Democratic Party of Japan chief Katsuya Okada pledged Monday to lead the main opposition force to victory in the next general election of the House of Representatives so it can take power.
Okada made the pledge at a party convention as he was installed for a new term as DPJ chief.
Last month, Okada was returned unopposed after serving in the post for three months since his predecessor, Naoto Kan, stepped down in May after it was revealed he had failed to pay his mandatory pension premiums. Okada’s new term runs through the end of September 2006.
“I feel proud to have been selected as DPJ leader by consensus,” Okada told the convention at a Tokyo hotel. “My only and biggest task is to turn the DPJ into a party of the people that serves in the mainstream of Japanese politics and to realize a change of regime in the next general election.”
Okada formed the new party executive and shadow Cabinet lineup in a way that will largely maintain a factional balance, but key heavyweight Ichiro Ozawa is conspicuously not among them.
The DPJ convention approved Tatsuo Kawabata as the successor to DPJ Secretary General Hirohisa Fujii, Yoshio Hachiro to succeed Kawabata as the party’s Diet affairs chief and Yoshito Sengoku to remain the policy chief. Fujii, who turned down repeated requests from Okada to stay on as secretary general, became deputy party chief.
Okada meanwhile appointed Kan as shadow transport minister, former party chief Yukio Hatoyama as foreign minister, and Takahiro Yokomichi, a former Socialist lawmaker, as welfare minister.
“I believe a very well-balanced lineup was formed, particularly with Kan, Hatoyama and Yokomichi joining (the shadow Cabinet),” Okada told a news conference following the convention.
However, Ozawa, a former deputy party chief, declined an offer to head the party’s election campaigns, apparently due to strained relations with Okada due to differences over defense and other issues.
Fujii, a close ally of Ozawa, recently denied rumors of friction between Okada and Ozawa, claiming Ozawa is merely trying as a senior politician to educate Okada. Ozawa would have vied against Okada in the party presidential race if there had been a falling out, Fujii said.
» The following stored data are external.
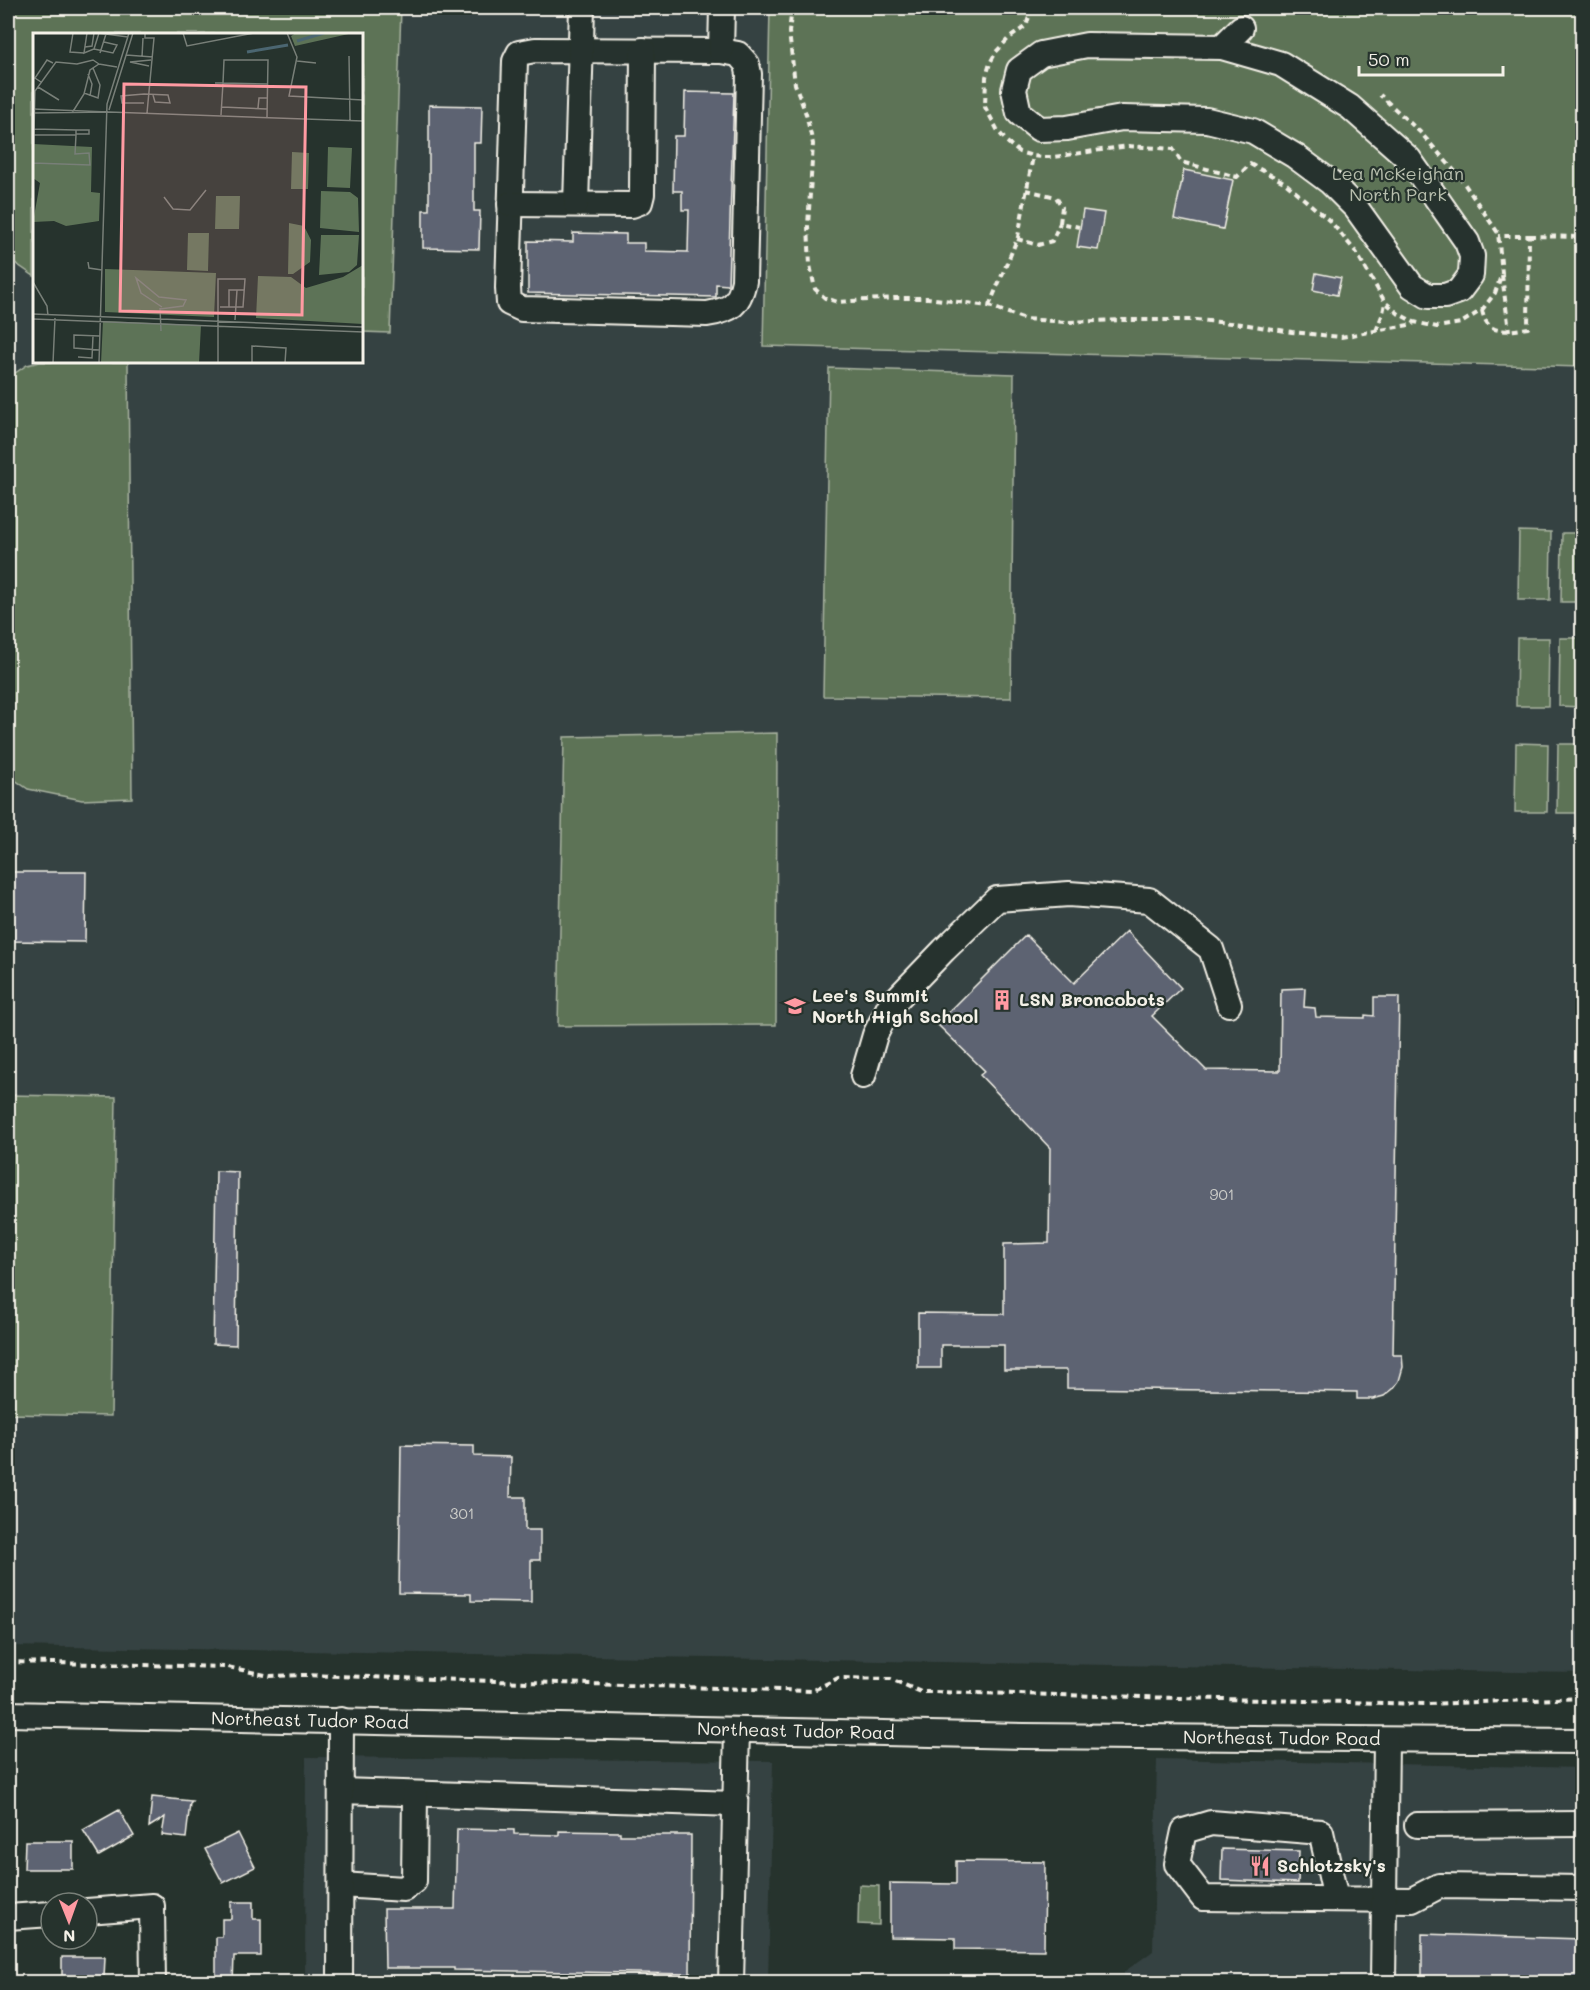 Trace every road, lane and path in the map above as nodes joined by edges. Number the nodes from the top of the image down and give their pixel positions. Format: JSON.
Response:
{"nodes":[{"id":1,"x":582,"y":8,"type":"edge"},
{"id":2,"x":722,"y":8,"type":"edge"},
{"id":3,"x":792,"y":8,"type":"edge"},
{"id":4,"x":1242,"y":18,"type":"edge"},
{"id":5,"x":1222,"y":47,"type":"junction"},
{"id":6,"x":580,"y":50,"type":"junction"},
{"id":7,"x":643,"y":50,"type":"junction"},
{"id":8,"x":721,"y":51,"type":"junction"},
{"id":9,"x":1251,"y":55,"type":"junction"},
{"id":10,"x":1380,"y":96,"type":"dead end"},
{"id":11,"x":1026,"y":190,"type":"junction"},
{"id":12,"x":510,"y":204,"type":"junction"},
{"id":13,"x":576,"y":204,"type":"junction"},
{"id":14,"x":1060,"y":223,"type":"junction"},
{"id":15,"x":1079,"y":228,"type":"dead end"},
{"id":16,"x":1498,"y":236,"type":"junction"},
{"id":17,"x":1528,"y":236,"type":"junction"},
{"id":18,"x":1582,"y":237,"type":"edge"},
{"id":19,"x":1017,"y":239,"type":"junction"},
{"id":20,"x":1502,"y":269,"type":"junction"},
{"id":21,"x":1385,"y":302,"type":"junction"},
{"id":22,"x":989,"y":306,"type":"junction"},
{"id":23,"x":1482,"y":310,"type":"junction"},
{"id":24,"x":1418,"y":323,"type":"junction"},
{"id":25,"x":1509,"y":331,"type":"junction"},
{"id":26,"x":1376,"y":332,"type":"junction"},
{"id":27,"x":1229,"y":1004,"type":"dead end"},
{"id":28,"x":863,"y":1076,"type":"dead end"},
{"id":29,"x":8,"y":1662,"type":"edge"},
{"id":30,"x":1582,"y":1698,"type":"edge"},
{"id":31,"x":8,"y":1714,"type":"edge"},
{"id":32,"x":341,"y":1720,"type":"junction"},
{"id":33,"x":737,"y":1730,"type":"junction"},
{"id":34,"x":1386,"y":1740,"type":"junction"},
{"id":35,"x":1582,"y":1741,"type":"edge"},
{"id":36,"x":341,"y":1791,"type":"junction"},
{"id":37,"x":416,"y":1794,"type":"junction"},
{"id":38,"x":735,"y":1804,"type":"junction"},
{"id":39,"x":1582,"y":1824,"type":"edge"},
{"id":40,"x":1417,"y":1826,"type":"dead end"},
{"id":41,"x":340,"y":1885,"type":"junction"},
{"id":42,"x":1582,"y":1888,"type":"edge"},
{"id":43,"x":1336,"y":1899,"type":"junction"},
{"id":44,"x":1385,"y":1899,"type":"junction"},
{"id":45,"x":99,"y":1910,"type":"edge"},
{"id":46,"x":39,"y":1915,"type":"edge"},
{"id":47,"x":8,"y":1917,"type":"edge"},
{"id":48,"x":153,"y":1983,"type":"edge"},
{"id":49,"x":340,"y":1983,"type":"edge"},
{"id":50,"x":731,"y":1983,"type":"edge"},
{"id":51,"x":1383,"y":1983,"type":"edge"}],
"edges":[{"from":1,"to":6,"type":"street"},
{"from":2,"to":8,"type":"street"},
{"from":3,"to":22,"type":"path"},
{"from":4,"to":5,"type":"street"},
{"from":4,"to":9,"type":"street"},
{"from":5,"to":9,"type":"street"},
{"from":5,"to":9,"type":"street"},
{"from":6,"to":7,"type":"street"},
{"from":6,"to":12,"type":"street"},
{"from":6,"to":13,"type":"street"},
{"from":7,"to":8,"type":"street"},
{"from":7,"to":13,"type":"street"},
{"from":8,"to":12,"type":"street"},
{"from":10,"to":16,"type":"path"},
{"from":11,"to":14,"type":"path"},
{"from":11,"to":19,"type":"path"},
{"from":11,"to":21,"type":"path"},
{"from":12,"to":13,"type":"street"},
{"from":14,"to":15,"type":"path"},
{"from":14,"to":19,"type":"path"},
{"from":16,"to":17,"type":"path"},
{"from":16,"to":20,"type":"path"},
{"from":17,"to":18,"type":"path"},
{"from":17,"to":25,"type":"path"},
{"from":19,"to":22,"type":"path"},
{"from":20,"to":23,"type":"path"},
{"from":20,"to":25,"type":"path"},
{"from":21,"to":24,"type":"path"},
{"from":21,"to":26,"type":"path"},
{"from":22,"to":26,"type":"path"},
{"from":23,"to":24,"type":"path"},
{"from":23,"to":25,"type":"path"},
{"from":24,"to":26,"type":"path"},
{"from":27,"to":28,"type":"street"},
{"from":29,"to":30,"type":"path"},
{"from":31,"to":32,"type":"street","name":"Northeast Tudor Road"},
{"from":32,"to":33,"type":"street","name":"Northeast Tudor Road"},
{"from":32,"to":36,"type":"street"},
{"from":33,"to":34,"type":"street","name":"Northeast Tudor Road"},
{"from":33,"to":38,"type":"street"},
{"from":34,"to":35,"type":"street","name":"Northeast Tudor Road"},
{"from":34,"to":44,"type":"street"},
{"from":36,"to":37,"type":"street"},
{"from":36,"to":41,"type":"street"},
{"from":37,"to":38,"type":"street"},
{"from":37,"to":41,"type":"street"},
{"from":38,"to":50,"type":"street"},
{"from":39,"to":40,"type":"street"},
{"from":41,"to":49,"type":"street"},
{"from":42,"to":44,"type":"street"},
{"from":43,"to":43,"type":"street"},
{"from":43,"to":44,"type":"street"},
{"from":44,"to":51,"type":"street"},
{"from":45,"to":48,"type":"street"},
{"from":46,"to":47,"type":"street"}]}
Political commentator Minoru Morita said Okada should “evasively and flexibly” deal with Ozawa — letting him do and say what he wants to let him look good, while not caving in to his demands when it comes to key policies.
“Ozawa always makes trouble and keeps disturbing things because he cannot keep still by nature,” Morita said. “Ozawa has lost to Okada. . . . He is now considered an eccentric with few supporters within the party.”
For the DPJ to beat the Liberal Democratic Party and become the ruling party, Morita said Okada should place greater stress on domestic policies, including employment and regional economies, instead of foreign and national security policies, where the DPJ and LDP overlap.
On Monday, Okada pledged to select the DPJ’s candidates for all 300 single-seat constituencies in the Lower House by the end of March and strive to win 180 electoral districts in the next general election.
He also urged the ruling coalition to convene an extraordinary Diet session as soon as possible to deliberate on issues such as the government’s contentious pension reform legislation, a political donations scandal involving the Japan Dental Association and some LDP lawmakers, and last month’s crash of a U.S. military helicopter in Okinawa.